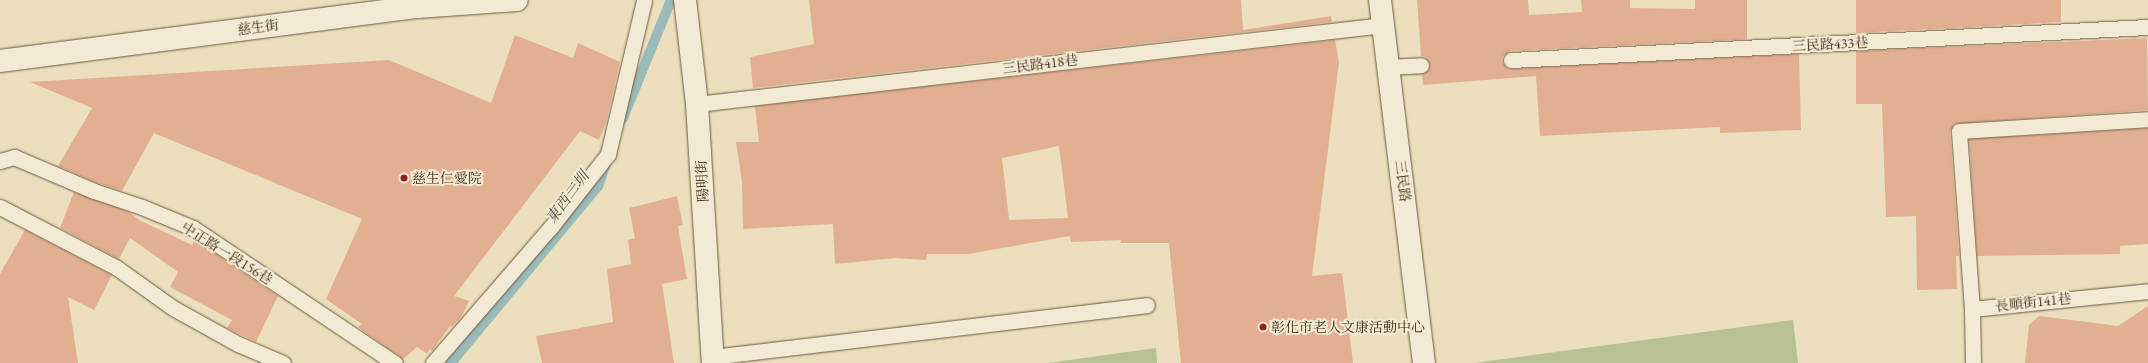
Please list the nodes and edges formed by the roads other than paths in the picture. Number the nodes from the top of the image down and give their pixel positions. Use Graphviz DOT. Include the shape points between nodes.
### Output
graph roads {
  1 [pos="517,0"];
  2 [pos="644,0"];
  3 [pos="686,0"];
  4 [pos="1380,0"];
  5 [pos="419,3"];
  6 [pos="1383,25"];
  7 [pos="2148,27"];
  8 [pos="1511,60"];
  9 [pos="0,61"];
  10 [pos="1422,65"];
  11 [pos="1388,67"];
  12 [pos="697,104"];
  13 [pos="2148,119"];
  14 [pos="0,161"];
  15 [pos="0,206"];
  16 [pos="2148,290"];
  17 [pos="1147,305"];
  18 [pos="1972,309"];
  19 [pos="712,360"];
  20 [pos="283,363"];
  21 [pos="395,363"];
  22 [pos="433,363"];
  23 [pos="1424,363"];
  24 [pos="1973,363"];
  1 -- 5 [label="street, 慈生街"];
  2 -- 22 [label="lane" via="608,154 551,227"];
  3 -- 12 [label="street, 陽明街"];
  4 -- 6 [label="street, 三民路"];
  5 -- 9 [label="street, 慈生街"];
  6 -- 11 [label="street, 三民路"];
  6 -- 12 [label="lane, 三民路418巷"];
  7 -- 8 [label="lane, 三民路433巷"];
  10 -- 11 [label="lane"];
  11 -- 23 [label="street, 三民路"];
  12 -- 19 [label="street, 陽明街"];
  13 -- 18 [label="lane" via="1959,131"];
  14 -- 21 [label="lane, 中正路一段156巷" via="14,157 94,191 193,228"];
  15 -- 20 [label="lane" via="117,268 173,308 238,344"];
  16 -- 18 [label="lane, 長順街141巷"];
  17 -- 19 [label="lane"];
  18 -- 24 [label="lane"];
}
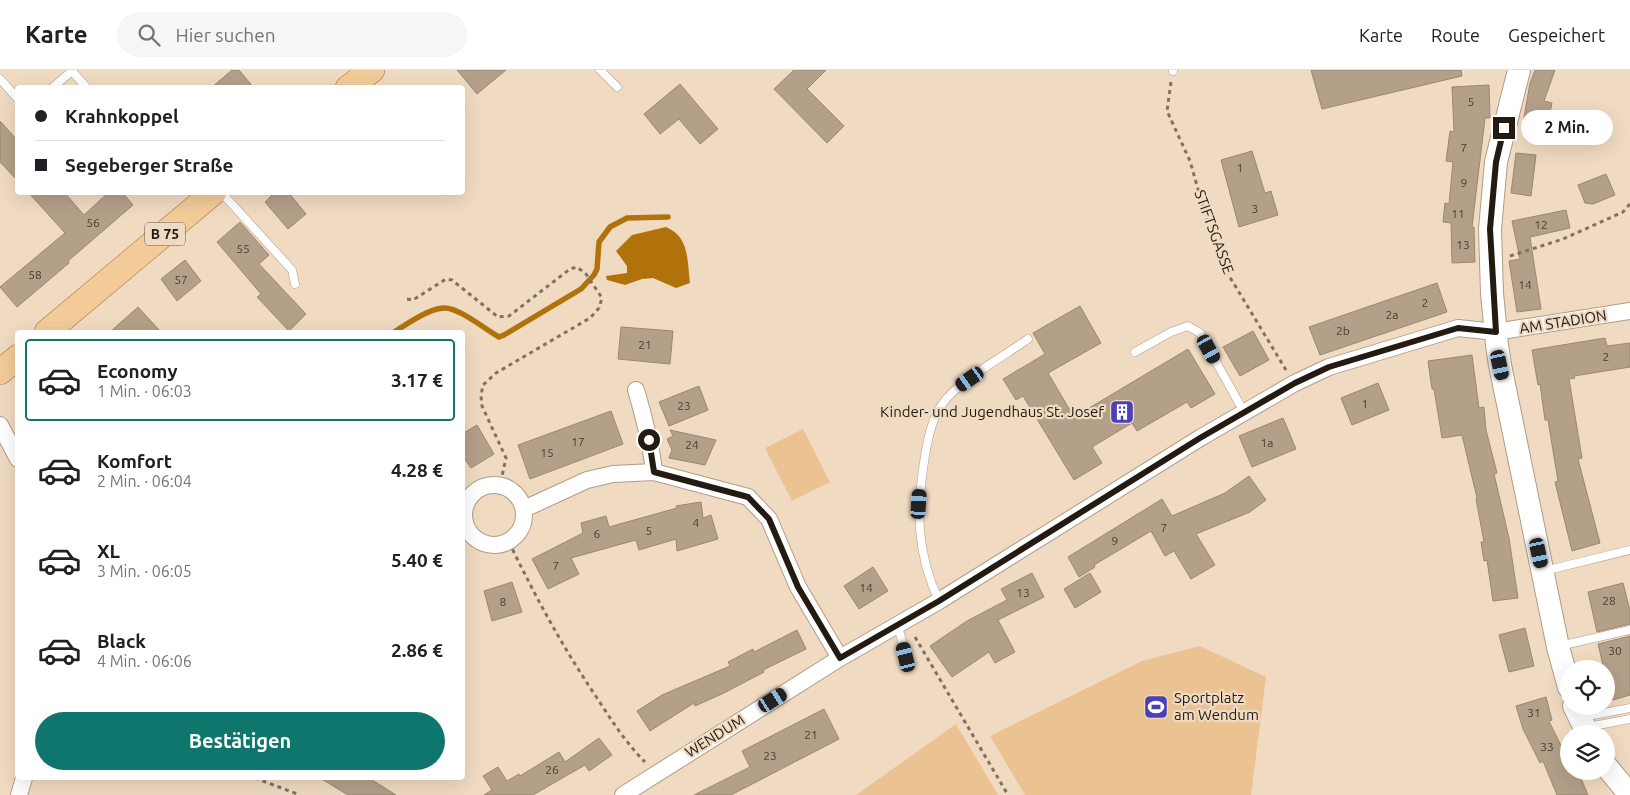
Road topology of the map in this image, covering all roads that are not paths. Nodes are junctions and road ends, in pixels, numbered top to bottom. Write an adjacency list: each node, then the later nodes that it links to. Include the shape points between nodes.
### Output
1 (372, 70): 7 (main road)
2 (600, 70): 8 (lane)
3 (1520, 70): 14 (main road, via 1496,162 1490,229)
4 (0, 79): 9 (lane)
5 (56, 85): 6 (lane, via 72,71)
6 (84, 85)
7 (352, 85)
8 (617, 87)
9 (15, 96)
10 (209, 195): 11 (lane, via 292,270); 13 (main road, B 75)
11 (295, 284)
12 (1630, 311): 14 (street, AM STADION)
13 (49, 330)
14 (1496, 332): 20 (street, WENDUM, via 1458,328 1329,367); 28 (main road)
15 (1028, 339): 29 (lane, via 955,389 936,414 927,442 918,517 929,580)
16 (1135, 352): 20 (lane, via 1170,332 1188,326 1200,333)
17 (15, 360): 18 (main road)
18 (0, 372)
19 (636, 390): 23 (street)
20 (1244, 412): 29 (street, WENDUM)
21 (0, 425): 22 (street)
22 (15, 453)
23 (654, 472): 25 (street, via 613,474 587,480); 34 (street, via 748,497 769,519 798,587)
24 (465, 507): 25 (street, via 478,489 491,485 506,488 519,498)
25 (524, 509): 26 (street, via 520,531 509,542 500,545 477,541)
26 (465, 524)
27 (1630, 550): 28 (lane)
28 (1542, 572): 32 (main road)
29 (939, 601): 30 (street, WENDUM)
30 (902, 623): 33 (lane); 34 (street, WENDUM)
31 (1630, 630): 32 (lane)
32 (1558, 646): 35 (main road)
33 (906, 657)
34 (840, 658): 42 (street, WENDUM)
35 (1562, 660)
36 (1630, 708): 38 (lane)
37 (1630, 719): 38 (lane)
38 (1581, 721)
39 (1615, 777): 43 (main road)
40 (23, 780): 41 (street)
41 (18, 795)
42 (623, 795)
43 (1630, 795)

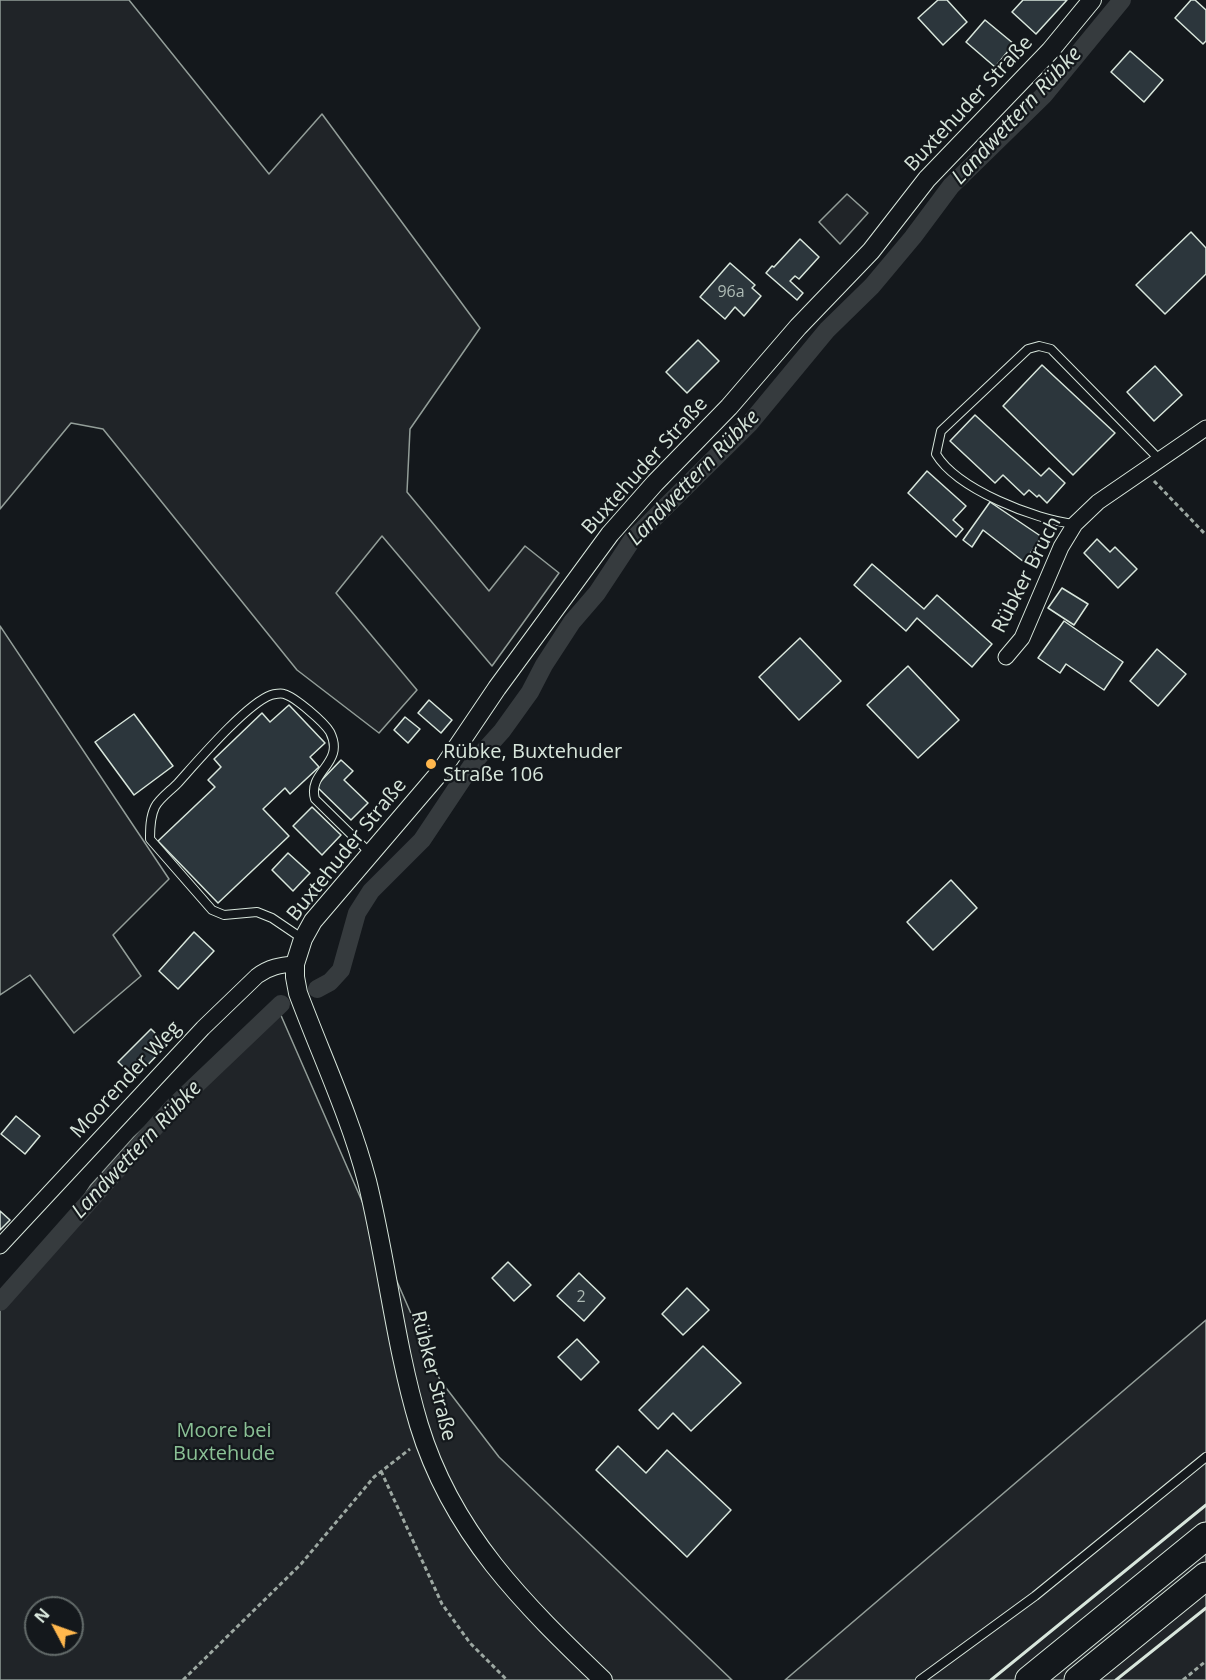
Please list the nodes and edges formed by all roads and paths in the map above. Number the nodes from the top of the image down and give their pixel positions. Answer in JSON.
{"nodes":[{"id":1,"x":1092,"y":0,"type":"edge"},
{"id":2,"x":1206,"y":428,"type":"edge"},
{"id":3,"x":1160,"y":460,"type":"junction"},
{"id":4,"x":1145,"y":471,"type":"junction"},
{"id":5,"x":1075,"y":524,"type":"junction"},
{"id":6,"x":1206,"y":535,"type":"edge"},
{"id":7,"x":1006,"y":657,"type":"dead end"},
{"id":8,"x":371,"y":854,"type":"junction"},
{"id":9,"x":303,"y":939,"type":"junction"},
{"id":10,"x":295,"y":964,"type":"junction"},
{"id":11,"x":327,"y":1067,"type":"joint"},
{"id":12,"x":0,"y":1246,"type":"edge"},
{"id":13,"x":425,"y":1441,"type":"junction"},
{"id":14,"x":1206,"y":1457,"type":"edge"},
{"id":15,"x":381,"y":1470,"type":"junction"},
{"id":16,"x":1206,"y":1536,"type":"edge"},
{"id":17,"x":1206,"y":1576,"type":"edge"},
{"id":18,"x":1206,"y":1661,"type":"edge"},
{"id":19,"x":183,"y":1680,"type":"edge"},
{"id":20,"x":507,"y":1680,"type":"edge"},
{"id":21,"x":603,"y":1680,"type":"edge"},
{"id":22,"x":920,"y":1680,"type":"edge"},
{"id":23,"x":1029,"y":1680,"type":"edge"},
{"id":24,"x":1078,"y":1680,"type":"edge"},
{"id":25,"x":1183,"y":1680,"type":"edge"}],
"edges":[{"from":1,"to":8,"type":"street","name":"Buxtehuder Straße"},
{"from":2,"to":3,"type":"street","name":"Rübker Bruch"},
{"from":3,"to":4,"type":"street","name":"Rübker Bruch"},
{"from":3,"to":5,"type":"lane"},
{"from":4,"to":5,"type":"street","name":"Rübker Bruch"},
{"from":4,"to":6,"type":"path"},
{"from":5,"to":7,"type":"street","name":"Rübker Bruch"},
{"from":8,"to":9,"type":"street","name":"Buxtehuder Straße"},
{"from":8,"to":9,"type":"lane"},
{"from":9,"to":10,"type":"street","name":"Buxtehuder Straße"},
{"from":10,"to":11,"type":"street","name":"Buxtehuder Straße"},
{"from":10,"to":12,"type":"street","name":"Moorender Weg"},
{"from":11,"to":13,"type":"street","name":"Rübker Straße"},
{"from":13,"to":15,"type":"path"},
{"from":13,"to":21,"type":"street","name":"Rübker Straße"},
{"from":14,"to":22,"type":"lane"},
{"from":15,"to":19,"type":"path"},
{"from":15,"to":20,"type":"path"},
{"from":16,"to":23,"type":"highway"},
{"from":17,"to":24,"type":"highway"},
{"from":18,"to":25,"type":"path"}]}
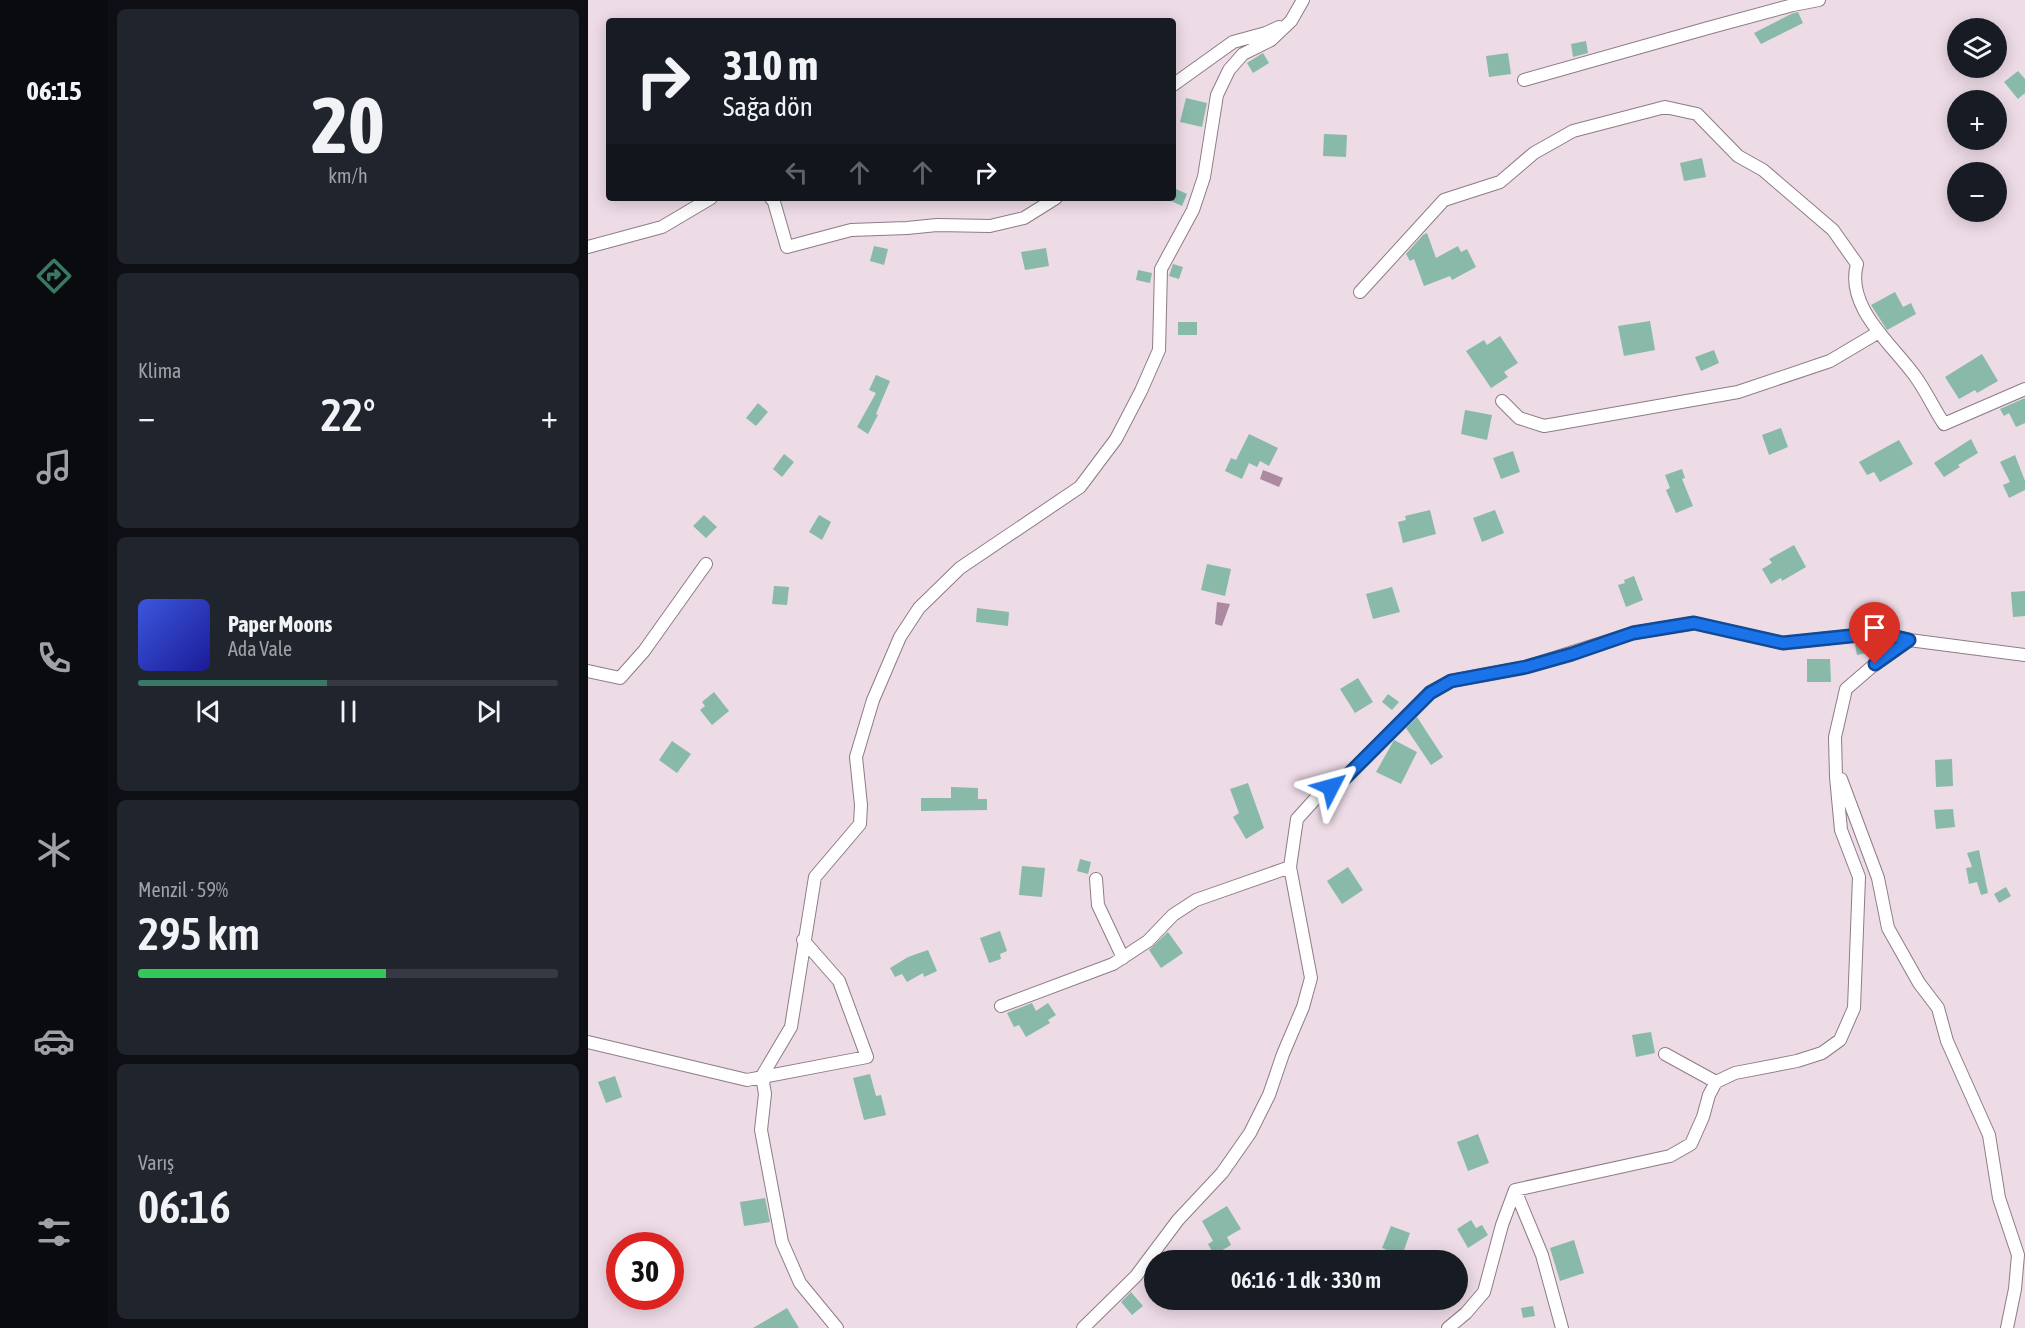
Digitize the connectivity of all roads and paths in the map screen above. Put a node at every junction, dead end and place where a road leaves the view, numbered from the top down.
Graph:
1 (1303, 0) edge
2 (1819, 0) edge
3 (1291, 21) junction
4 (1524, 80) dead end
5 (1176, 83) edge
6 (706, 201) edge
7 (773, 201) edge
8 (1051, 201) edge
9 (588, 247) edge
10 (1360, 292) dead end
11 (1879, 332) junction
12 (2025, 391) edge
13 (1502, 401) dead end
14 (706, 564) dead end
15 (1909, 640) junction
16 (2025, 655) edge
17 (588, 672) edge
18 (1836, 777) junction
19 (1290, 867) junction
20 (1096, 879) dead end
21 (803, 940) junction
22 (1123, 958) junction
23 (1001, 1006) dead end
24 (588, 1042) edge
25 (1665, 1054) dead end
26 (762, 1076) junction
27 (1716, 1082) junction
28 (1515, 1190) junction
29 (837, 1328) edge
30 (1083, 1328) edge
31 (1448, 1328) edge
32 (1562, 1328) edge
33 (2007, 1328) edge

1 - 3 street
2 - 4 street
3 - 5 street
3 - 21 street
6 - 9 street
7 - 8 street
10 - 11 street
11 - 12 street
11 - 13 street
14 - 17 street
15 - 16 street
15 - 18 street
15 - 19 street
18 - 27 street
18 - 33 street
19 - 22 street
19 - 30 street
20 - 22 street
21 - 26 street
21 - 26 street
22 - 23 street
24 - 26 street
25 - 27 street
26 - 29 street
27 - 28 street
28 - 31 street
28 - 32 street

§

→ **Requirement**: Among the records, find every line holding the word "their" and copy it.

→ **Solution to the problem**:
Please list the nodes and edges formed by the roads other than paths in the picture. Number the nodes from the top of the image down and give their pixel positions. Use Graphviz DOT. Include the shape points between nodes.
Please list the nodes and edges formed by all roads and paths in the map above. Number the nodes from the top of the image down and give their pixel positions. Answer in JSON.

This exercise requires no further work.